Wednesday, 30 January 2013

Manchester City miss Yaya Touré more than Mario Balotelli against QPR - The Guardian (blog)

A run of wins, they said. That's what Queens Park Rangers need to stay up. After a feverishly-fought 0-0 draw against Manchester City on a night of swirling rain at Loftus Road Harry Redknapp, in his role of emergency managerial defibrillator, was at least on the verge of delivering the next best thing: a run of draws. A third consecutive draw inches Rangers along at the bottom.

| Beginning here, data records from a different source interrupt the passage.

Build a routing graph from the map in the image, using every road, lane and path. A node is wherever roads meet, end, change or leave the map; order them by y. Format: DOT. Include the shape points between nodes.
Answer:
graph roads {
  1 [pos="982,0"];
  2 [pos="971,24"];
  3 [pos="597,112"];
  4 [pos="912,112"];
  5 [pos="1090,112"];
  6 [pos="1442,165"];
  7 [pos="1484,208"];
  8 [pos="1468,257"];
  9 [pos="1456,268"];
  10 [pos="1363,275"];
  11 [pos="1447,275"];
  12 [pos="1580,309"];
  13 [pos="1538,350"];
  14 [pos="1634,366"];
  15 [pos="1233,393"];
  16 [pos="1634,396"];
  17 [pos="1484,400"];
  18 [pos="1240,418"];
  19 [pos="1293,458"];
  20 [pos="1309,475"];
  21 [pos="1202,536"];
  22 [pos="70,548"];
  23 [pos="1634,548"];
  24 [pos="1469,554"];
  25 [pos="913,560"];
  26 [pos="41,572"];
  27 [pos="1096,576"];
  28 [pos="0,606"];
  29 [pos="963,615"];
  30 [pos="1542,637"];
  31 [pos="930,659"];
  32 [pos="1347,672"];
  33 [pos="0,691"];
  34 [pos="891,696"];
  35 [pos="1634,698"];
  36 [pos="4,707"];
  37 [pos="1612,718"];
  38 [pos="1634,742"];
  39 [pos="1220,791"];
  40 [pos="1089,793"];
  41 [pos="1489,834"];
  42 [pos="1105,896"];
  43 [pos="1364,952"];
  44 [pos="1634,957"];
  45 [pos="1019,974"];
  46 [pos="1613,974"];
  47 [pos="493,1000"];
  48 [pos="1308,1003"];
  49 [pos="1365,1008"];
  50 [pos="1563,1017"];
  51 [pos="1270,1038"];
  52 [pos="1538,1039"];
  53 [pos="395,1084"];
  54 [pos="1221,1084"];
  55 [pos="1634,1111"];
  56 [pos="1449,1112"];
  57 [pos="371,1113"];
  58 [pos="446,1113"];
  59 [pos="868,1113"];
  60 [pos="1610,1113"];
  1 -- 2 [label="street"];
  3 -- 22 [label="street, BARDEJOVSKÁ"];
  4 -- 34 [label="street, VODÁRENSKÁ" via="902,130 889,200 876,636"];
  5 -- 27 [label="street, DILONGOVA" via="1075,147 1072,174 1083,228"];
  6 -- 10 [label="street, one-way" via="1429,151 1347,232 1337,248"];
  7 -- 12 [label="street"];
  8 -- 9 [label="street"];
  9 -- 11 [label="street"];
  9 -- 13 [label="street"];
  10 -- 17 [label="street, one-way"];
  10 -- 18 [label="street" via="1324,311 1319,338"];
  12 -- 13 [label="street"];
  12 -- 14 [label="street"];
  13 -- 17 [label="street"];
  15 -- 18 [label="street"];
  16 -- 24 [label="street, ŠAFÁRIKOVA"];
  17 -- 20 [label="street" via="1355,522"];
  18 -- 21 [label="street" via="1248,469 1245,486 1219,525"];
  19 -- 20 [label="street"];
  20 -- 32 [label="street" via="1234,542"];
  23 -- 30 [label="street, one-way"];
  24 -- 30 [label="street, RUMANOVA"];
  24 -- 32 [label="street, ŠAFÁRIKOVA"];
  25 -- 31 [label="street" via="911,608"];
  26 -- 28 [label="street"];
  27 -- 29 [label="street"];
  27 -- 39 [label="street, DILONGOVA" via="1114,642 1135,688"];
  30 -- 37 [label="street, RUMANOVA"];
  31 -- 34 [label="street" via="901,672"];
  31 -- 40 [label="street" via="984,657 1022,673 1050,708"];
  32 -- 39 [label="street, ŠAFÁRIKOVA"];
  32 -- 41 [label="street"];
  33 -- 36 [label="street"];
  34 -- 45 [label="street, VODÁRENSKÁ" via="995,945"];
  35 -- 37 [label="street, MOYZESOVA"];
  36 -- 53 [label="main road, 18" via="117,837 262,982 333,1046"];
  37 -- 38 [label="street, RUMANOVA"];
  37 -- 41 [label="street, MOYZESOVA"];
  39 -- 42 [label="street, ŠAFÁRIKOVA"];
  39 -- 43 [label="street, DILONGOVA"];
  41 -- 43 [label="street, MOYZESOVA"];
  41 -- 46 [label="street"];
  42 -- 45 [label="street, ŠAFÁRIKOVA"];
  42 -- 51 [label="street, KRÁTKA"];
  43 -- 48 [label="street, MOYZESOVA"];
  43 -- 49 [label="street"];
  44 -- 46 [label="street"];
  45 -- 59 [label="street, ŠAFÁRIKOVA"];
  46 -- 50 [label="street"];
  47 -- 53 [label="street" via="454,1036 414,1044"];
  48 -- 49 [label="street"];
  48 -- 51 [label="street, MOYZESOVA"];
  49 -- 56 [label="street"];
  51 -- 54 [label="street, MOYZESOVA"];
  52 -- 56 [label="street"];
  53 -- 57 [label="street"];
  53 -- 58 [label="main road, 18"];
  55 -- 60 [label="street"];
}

For City this was a night of much possession, some fine interplay and a slight lack of incision that comes at a most inopportune time. Two points dropped here represents a stilling of the momentum that had kept Manchester United's lead at the top of the Premier League to five points. Separately this is a blank that coincides – yes always him: even now – with the departure of a £17m striker. City's attacks did lack a telling variation, although the absent ingredient was not Mario Balotelli but Yaya Touré, missed for the first time since his departure for South Africa. Touré's direct running would have provided an ideal attacking counterpoint to the embroidery of City's midfield as Rangers dropped deep and the pitch grew heavier.

Not that it seem likely to be an issue in the opening half hour. With Javi García providing a seamless stop-gap in central defence, Carlos Tevez, Sergio Agüero, and David Silva all seemed to fancy this wet Tuesday night from the off, arranging themselves in a rotating forward three of gnome-like industry. If this match was always likely to be in part Viking funeral for Balotelli's City career, the early stages threatened to emphasise the well-grooved striking riches that remain.

As the half wore on though Rangers' defenders accustomed themselves admirably to City's scurrying threat. City still have Edin Dzeko to provide a more direct route to goal, the Bosnian not only out-scoring Balotelli – provider of 20 goals in the Premier League over two and half years – but also providing a more adhesive presence. Dzeko duly arrived just before the hour, with the match at that stage resembling not so much champions against bottom club as a meeting of rough equivalents.

For the past couple of seasons this fixture has seemed to provide instead a poignant reflection of contrasting approaches to the billionaire's burden. City 2.0, for all the £930.4m total spend, somehow still manage to convey a sense of managed revolution. Rangers on the other hand are a lesson in how not to do it. Since Tony Fernandes bought the club in 2011 19 players have been recruited, many on embarrassingly overblown wages, the club resembling a footballing equivalent of the kind of lottery millionaire who blows it all on helicopters and model race tracks and ends up forgetting to buy a roof to sleep under.

The appointment of Redknapp at such a late stage resembled at first glance the managerial equivalent of tossing aside the empty ammo drums and charging over the top with bayonets fixed. Not so this evening. Rangers were solid at the back and disciplined in midfield, while throughout this rackety old shed of an urban football stadium resounded to chants of "Tony Fernandes".

Rangers' early midfield scuffles were applauded wildly and, Pablo Zabaleta's header on to the bar aside, Rangers had the most clearcut chance of the first half. Adel Taarabt, breaking from inside his own half, did everything right, stepping past Gaël Clichy and attempting a dinked finish. Joe Hart's sprint from his line to save at his feet was electrifying stuff.

With Redknapp putting his faith in Rangers' receding core of promotion?season survivors, Shaun Derry was immensely busy in midfield, shuttling left to right in search of balls to snaffle, colleagues to upbraid. At one point, in danger of being bypassed, he simply sat on Samir Nasri. Along with Clint Hill, restored to the captaincy in place of the bafflingly ineffectual Park Ji-Sung, Derry provided the main sense of resistance while Júlio Cesar produced some outstanding saves throughout: one leaping, firm-wristed palm away from Gareth Barry's shot was the defining image of the night. A result that might yet provide a renewed shift of momentum at the top of the table depended in large part on the Brazilian's decisiveness at vital moments.

With Tevez removed on 73 minutes in favour of Jack Rodwell there was at last a sense City may have been briefly regretting the departure of a man who did, for all his flaws, provide the odd – albeit increasingly unexpected – moment of the unexpected. More than this though, they seemed to miss Touré's thrust on a night that was a reminder, towards the end, not of the fragile charms of the season's grandest striking disappointment, but instead of where the genuine strengths of City still lie.